[EXERCISE]
Search the entries for the word "lines" and return every line where it is found.

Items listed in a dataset
^^^^^^^^^^^^^^^^

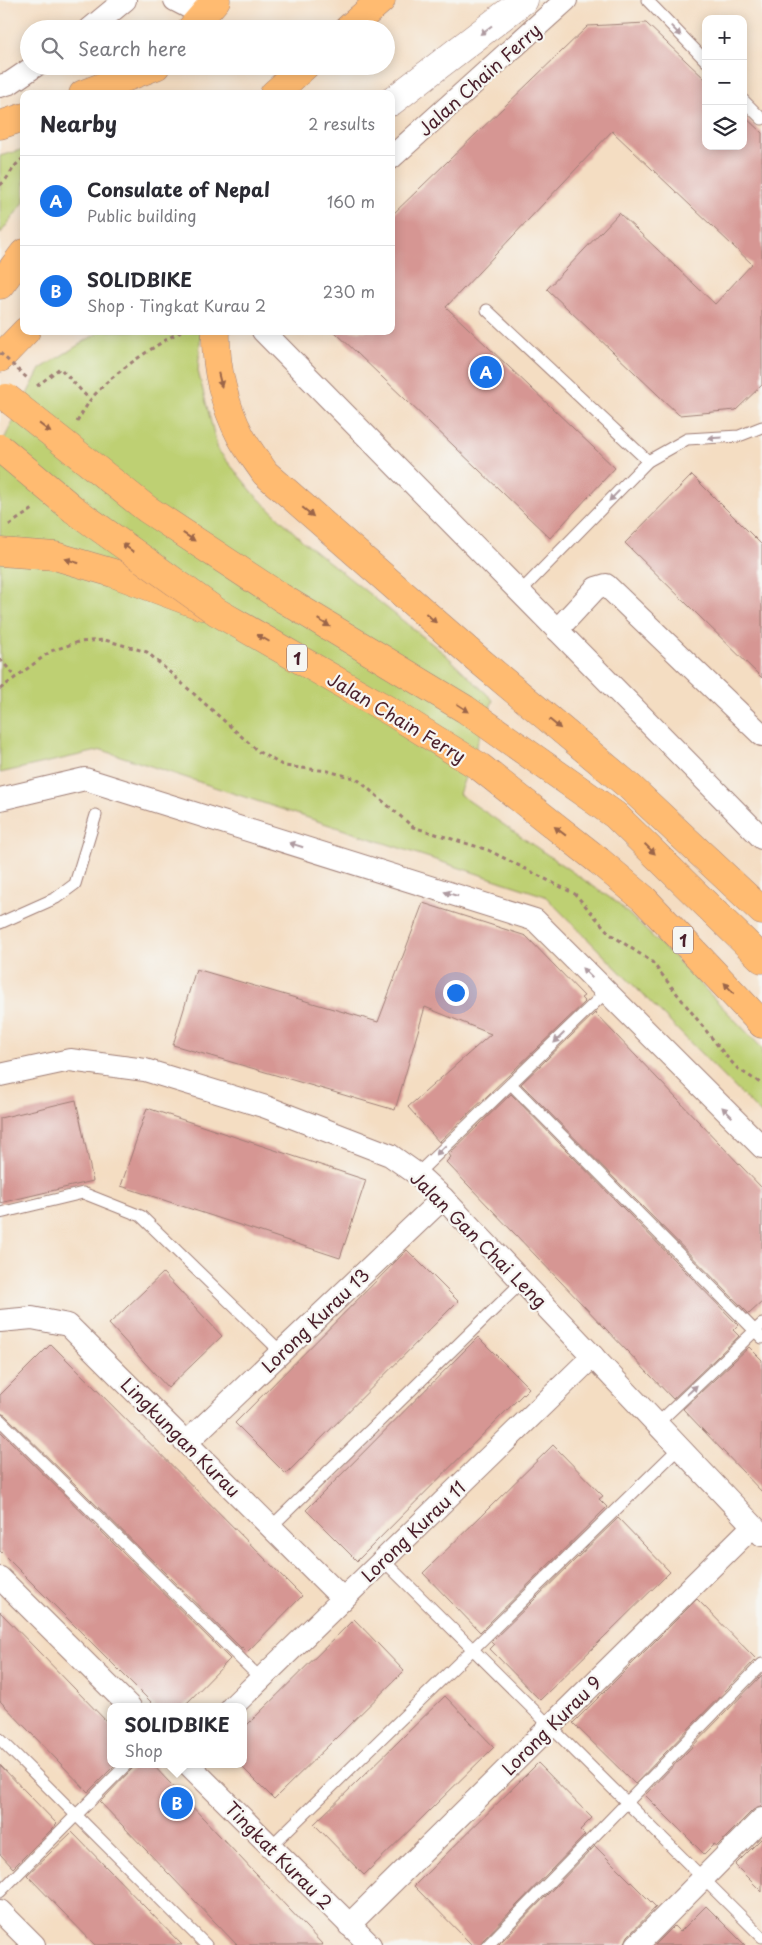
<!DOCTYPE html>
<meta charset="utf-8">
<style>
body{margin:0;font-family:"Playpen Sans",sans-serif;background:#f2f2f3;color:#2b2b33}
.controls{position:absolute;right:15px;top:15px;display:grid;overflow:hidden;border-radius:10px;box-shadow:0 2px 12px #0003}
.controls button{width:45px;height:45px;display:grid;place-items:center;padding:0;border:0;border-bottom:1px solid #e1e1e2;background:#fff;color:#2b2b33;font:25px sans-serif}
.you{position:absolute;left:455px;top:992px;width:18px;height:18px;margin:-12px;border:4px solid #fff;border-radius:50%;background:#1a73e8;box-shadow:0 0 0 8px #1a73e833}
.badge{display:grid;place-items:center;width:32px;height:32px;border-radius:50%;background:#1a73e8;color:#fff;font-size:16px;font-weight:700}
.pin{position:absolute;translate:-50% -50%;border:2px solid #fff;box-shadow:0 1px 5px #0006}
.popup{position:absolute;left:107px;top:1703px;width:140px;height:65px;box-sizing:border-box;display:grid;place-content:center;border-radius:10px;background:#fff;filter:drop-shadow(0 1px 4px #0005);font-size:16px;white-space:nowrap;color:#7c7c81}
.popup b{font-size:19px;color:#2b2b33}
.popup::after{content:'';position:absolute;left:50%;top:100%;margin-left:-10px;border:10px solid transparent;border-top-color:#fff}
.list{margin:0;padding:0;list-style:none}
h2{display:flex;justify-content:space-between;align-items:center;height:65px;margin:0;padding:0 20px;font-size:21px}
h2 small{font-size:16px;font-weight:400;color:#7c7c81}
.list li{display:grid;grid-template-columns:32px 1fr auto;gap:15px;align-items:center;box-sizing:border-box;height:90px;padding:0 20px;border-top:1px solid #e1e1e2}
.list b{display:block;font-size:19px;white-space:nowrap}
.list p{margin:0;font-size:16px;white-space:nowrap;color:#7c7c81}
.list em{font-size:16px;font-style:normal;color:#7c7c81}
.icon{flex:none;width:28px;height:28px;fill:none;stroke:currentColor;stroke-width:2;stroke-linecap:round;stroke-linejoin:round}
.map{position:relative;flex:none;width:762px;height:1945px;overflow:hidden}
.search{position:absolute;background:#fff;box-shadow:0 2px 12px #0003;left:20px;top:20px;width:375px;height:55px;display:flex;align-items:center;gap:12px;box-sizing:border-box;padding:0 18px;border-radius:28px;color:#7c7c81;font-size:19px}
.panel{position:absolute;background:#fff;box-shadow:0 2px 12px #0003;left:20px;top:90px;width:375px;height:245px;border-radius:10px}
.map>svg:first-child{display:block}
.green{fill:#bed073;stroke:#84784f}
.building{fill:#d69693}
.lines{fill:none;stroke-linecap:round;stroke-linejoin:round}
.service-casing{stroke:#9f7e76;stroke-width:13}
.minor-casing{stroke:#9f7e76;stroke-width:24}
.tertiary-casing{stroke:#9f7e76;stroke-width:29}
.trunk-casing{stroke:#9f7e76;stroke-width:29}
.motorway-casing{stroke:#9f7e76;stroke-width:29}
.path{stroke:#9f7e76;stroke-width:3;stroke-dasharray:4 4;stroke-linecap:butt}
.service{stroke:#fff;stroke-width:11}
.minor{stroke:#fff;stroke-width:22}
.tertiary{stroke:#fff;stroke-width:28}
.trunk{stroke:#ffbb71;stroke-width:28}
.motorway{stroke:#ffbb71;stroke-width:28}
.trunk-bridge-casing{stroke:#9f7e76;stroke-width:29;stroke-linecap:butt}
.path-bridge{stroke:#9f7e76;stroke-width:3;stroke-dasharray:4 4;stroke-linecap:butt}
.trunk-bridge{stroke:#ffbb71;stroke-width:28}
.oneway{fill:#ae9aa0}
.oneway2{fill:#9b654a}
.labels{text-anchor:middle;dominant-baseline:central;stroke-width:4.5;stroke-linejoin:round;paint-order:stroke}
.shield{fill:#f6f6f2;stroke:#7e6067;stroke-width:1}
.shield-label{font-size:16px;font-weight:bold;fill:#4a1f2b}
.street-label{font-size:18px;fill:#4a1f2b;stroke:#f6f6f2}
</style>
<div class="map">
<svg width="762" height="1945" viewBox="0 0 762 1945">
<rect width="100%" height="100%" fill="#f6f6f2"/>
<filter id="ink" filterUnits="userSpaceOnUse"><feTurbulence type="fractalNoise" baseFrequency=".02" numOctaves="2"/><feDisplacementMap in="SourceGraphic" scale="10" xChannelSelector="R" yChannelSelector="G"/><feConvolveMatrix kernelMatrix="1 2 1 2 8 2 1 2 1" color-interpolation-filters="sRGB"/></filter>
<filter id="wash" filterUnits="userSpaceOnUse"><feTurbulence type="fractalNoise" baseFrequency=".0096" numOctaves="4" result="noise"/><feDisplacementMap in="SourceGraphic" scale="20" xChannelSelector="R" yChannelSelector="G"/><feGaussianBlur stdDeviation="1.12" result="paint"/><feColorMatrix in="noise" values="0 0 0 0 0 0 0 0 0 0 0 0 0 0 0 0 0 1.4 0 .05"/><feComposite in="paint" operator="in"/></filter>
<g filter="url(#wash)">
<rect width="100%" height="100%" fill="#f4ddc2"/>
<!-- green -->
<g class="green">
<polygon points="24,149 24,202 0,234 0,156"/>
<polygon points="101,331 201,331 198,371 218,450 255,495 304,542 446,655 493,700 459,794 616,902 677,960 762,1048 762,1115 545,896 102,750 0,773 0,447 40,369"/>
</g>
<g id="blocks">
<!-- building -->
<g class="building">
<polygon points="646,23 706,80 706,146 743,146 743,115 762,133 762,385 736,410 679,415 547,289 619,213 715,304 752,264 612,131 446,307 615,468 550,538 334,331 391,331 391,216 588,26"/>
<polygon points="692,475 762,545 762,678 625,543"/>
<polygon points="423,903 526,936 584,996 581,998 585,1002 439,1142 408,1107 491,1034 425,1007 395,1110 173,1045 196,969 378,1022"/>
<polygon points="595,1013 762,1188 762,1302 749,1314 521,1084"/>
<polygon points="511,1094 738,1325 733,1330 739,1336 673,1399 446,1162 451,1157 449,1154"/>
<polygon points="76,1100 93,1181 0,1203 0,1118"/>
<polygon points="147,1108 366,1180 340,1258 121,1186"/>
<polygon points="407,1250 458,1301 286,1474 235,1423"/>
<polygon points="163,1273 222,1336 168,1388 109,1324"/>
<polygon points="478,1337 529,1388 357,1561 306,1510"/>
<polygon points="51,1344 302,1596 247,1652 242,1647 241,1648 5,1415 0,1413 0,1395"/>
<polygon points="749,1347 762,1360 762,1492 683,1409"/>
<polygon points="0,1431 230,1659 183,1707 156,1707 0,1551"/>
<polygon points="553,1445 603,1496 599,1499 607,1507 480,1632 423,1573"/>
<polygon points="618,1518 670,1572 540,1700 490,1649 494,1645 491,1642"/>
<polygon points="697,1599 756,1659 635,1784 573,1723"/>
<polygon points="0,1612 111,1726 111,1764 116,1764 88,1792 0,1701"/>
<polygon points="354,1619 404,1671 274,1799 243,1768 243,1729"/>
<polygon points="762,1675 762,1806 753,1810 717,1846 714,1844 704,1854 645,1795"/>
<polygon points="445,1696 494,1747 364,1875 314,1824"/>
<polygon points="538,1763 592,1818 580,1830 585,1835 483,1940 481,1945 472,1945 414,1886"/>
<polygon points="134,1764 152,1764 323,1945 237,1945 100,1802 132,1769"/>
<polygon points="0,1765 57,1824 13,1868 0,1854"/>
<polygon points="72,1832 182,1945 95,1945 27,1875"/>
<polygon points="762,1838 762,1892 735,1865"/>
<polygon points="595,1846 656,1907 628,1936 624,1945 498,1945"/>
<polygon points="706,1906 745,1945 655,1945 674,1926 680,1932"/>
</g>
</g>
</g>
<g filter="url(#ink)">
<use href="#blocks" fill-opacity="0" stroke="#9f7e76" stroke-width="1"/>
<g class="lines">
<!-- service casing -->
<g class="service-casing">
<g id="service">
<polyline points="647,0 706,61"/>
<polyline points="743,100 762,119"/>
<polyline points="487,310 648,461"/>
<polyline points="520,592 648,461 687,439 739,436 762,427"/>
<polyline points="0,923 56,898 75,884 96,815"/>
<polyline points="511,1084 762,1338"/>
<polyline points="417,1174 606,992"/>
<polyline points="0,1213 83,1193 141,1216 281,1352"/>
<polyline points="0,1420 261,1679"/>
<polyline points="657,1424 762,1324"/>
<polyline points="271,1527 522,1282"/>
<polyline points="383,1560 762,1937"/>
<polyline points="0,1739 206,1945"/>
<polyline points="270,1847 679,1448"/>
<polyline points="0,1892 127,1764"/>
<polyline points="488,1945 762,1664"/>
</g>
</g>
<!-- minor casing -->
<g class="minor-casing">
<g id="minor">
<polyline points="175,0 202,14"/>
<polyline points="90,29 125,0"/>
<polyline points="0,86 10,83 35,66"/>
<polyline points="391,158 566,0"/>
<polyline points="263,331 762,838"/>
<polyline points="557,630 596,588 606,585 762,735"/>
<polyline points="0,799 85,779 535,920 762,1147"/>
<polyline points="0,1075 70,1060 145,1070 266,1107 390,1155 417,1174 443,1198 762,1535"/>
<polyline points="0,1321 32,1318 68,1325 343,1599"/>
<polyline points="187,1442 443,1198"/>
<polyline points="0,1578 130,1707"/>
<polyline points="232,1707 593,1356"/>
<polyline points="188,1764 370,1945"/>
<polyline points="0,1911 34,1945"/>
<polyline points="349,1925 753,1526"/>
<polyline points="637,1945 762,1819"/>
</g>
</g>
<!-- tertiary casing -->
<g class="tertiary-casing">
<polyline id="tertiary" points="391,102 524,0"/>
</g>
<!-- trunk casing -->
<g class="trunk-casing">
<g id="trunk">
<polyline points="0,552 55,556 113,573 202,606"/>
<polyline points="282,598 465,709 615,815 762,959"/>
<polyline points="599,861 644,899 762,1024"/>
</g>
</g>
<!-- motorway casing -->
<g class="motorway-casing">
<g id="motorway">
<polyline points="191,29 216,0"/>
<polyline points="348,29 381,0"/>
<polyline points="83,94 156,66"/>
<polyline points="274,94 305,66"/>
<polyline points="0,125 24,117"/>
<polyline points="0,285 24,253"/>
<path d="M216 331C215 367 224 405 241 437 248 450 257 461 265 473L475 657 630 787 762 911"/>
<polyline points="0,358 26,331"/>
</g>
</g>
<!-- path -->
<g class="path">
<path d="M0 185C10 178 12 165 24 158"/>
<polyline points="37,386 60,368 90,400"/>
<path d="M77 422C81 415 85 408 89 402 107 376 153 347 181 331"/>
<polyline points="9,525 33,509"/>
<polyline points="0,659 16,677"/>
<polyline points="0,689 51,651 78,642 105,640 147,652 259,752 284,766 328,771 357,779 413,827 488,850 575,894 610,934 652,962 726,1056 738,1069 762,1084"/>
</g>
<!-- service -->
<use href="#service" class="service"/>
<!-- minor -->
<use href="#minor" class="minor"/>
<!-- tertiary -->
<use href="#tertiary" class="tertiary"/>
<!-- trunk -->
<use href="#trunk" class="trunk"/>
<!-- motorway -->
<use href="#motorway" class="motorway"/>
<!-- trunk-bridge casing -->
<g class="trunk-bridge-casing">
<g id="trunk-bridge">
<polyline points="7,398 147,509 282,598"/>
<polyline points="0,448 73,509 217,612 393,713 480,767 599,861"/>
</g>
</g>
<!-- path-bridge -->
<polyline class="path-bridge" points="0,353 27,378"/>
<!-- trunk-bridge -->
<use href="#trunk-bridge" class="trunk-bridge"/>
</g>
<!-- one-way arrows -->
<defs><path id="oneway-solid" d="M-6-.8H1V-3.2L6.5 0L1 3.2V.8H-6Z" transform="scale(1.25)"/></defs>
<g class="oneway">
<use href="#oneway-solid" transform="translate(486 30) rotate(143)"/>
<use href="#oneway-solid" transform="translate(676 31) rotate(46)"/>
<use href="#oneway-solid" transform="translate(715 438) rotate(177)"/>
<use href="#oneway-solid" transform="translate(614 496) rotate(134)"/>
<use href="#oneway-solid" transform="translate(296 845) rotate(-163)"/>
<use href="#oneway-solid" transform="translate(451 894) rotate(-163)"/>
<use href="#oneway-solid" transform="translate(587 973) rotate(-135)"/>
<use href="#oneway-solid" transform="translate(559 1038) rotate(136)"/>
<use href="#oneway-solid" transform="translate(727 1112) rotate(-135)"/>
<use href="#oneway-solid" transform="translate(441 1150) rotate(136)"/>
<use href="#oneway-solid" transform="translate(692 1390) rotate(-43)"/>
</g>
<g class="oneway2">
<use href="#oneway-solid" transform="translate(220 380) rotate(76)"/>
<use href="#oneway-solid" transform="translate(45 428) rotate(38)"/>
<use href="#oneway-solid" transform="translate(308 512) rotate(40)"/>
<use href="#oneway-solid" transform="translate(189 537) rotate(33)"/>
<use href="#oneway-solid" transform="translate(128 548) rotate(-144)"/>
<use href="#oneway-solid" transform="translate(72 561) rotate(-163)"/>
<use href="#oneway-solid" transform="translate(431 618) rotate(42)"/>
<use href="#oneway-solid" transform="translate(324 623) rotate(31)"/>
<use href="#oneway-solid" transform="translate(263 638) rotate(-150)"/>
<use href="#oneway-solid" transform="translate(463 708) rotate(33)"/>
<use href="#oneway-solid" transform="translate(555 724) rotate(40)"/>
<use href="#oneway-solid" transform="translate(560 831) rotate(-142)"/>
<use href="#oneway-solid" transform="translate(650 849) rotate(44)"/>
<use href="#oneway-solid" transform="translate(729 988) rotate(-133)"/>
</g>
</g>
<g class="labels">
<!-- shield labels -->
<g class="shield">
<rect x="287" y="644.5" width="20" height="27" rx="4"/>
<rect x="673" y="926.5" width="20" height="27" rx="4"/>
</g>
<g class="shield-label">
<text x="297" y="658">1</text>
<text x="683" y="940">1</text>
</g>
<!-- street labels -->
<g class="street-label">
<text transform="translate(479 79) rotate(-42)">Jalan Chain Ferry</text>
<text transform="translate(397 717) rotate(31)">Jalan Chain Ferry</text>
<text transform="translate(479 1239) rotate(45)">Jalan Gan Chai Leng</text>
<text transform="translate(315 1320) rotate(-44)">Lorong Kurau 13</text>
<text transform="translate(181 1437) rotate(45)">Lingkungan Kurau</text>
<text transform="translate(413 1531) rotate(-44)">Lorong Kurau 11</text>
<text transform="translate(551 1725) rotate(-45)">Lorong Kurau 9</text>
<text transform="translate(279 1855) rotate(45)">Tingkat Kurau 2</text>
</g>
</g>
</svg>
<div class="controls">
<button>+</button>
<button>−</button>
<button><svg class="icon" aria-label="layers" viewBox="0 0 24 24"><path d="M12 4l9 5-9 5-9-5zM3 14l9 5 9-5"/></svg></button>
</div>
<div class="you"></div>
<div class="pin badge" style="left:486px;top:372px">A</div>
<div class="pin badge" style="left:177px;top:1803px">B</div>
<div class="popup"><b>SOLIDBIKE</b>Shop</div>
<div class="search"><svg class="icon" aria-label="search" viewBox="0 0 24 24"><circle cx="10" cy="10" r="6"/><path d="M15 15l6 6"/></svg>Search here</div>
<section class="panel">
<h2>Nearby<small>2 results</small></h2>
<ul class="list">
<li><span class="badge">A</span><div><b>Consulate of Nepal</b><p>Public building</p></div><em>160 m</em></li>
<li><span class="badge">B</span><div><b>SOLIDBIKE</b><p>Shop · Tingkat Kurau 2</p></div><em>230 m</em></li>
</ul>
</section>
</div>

^^^^^^^^^^^^^^^^

[SOLUTION]
.lines{fill:none;stroke-linecap:round;stroke-linejoin:round}
<g class="lines">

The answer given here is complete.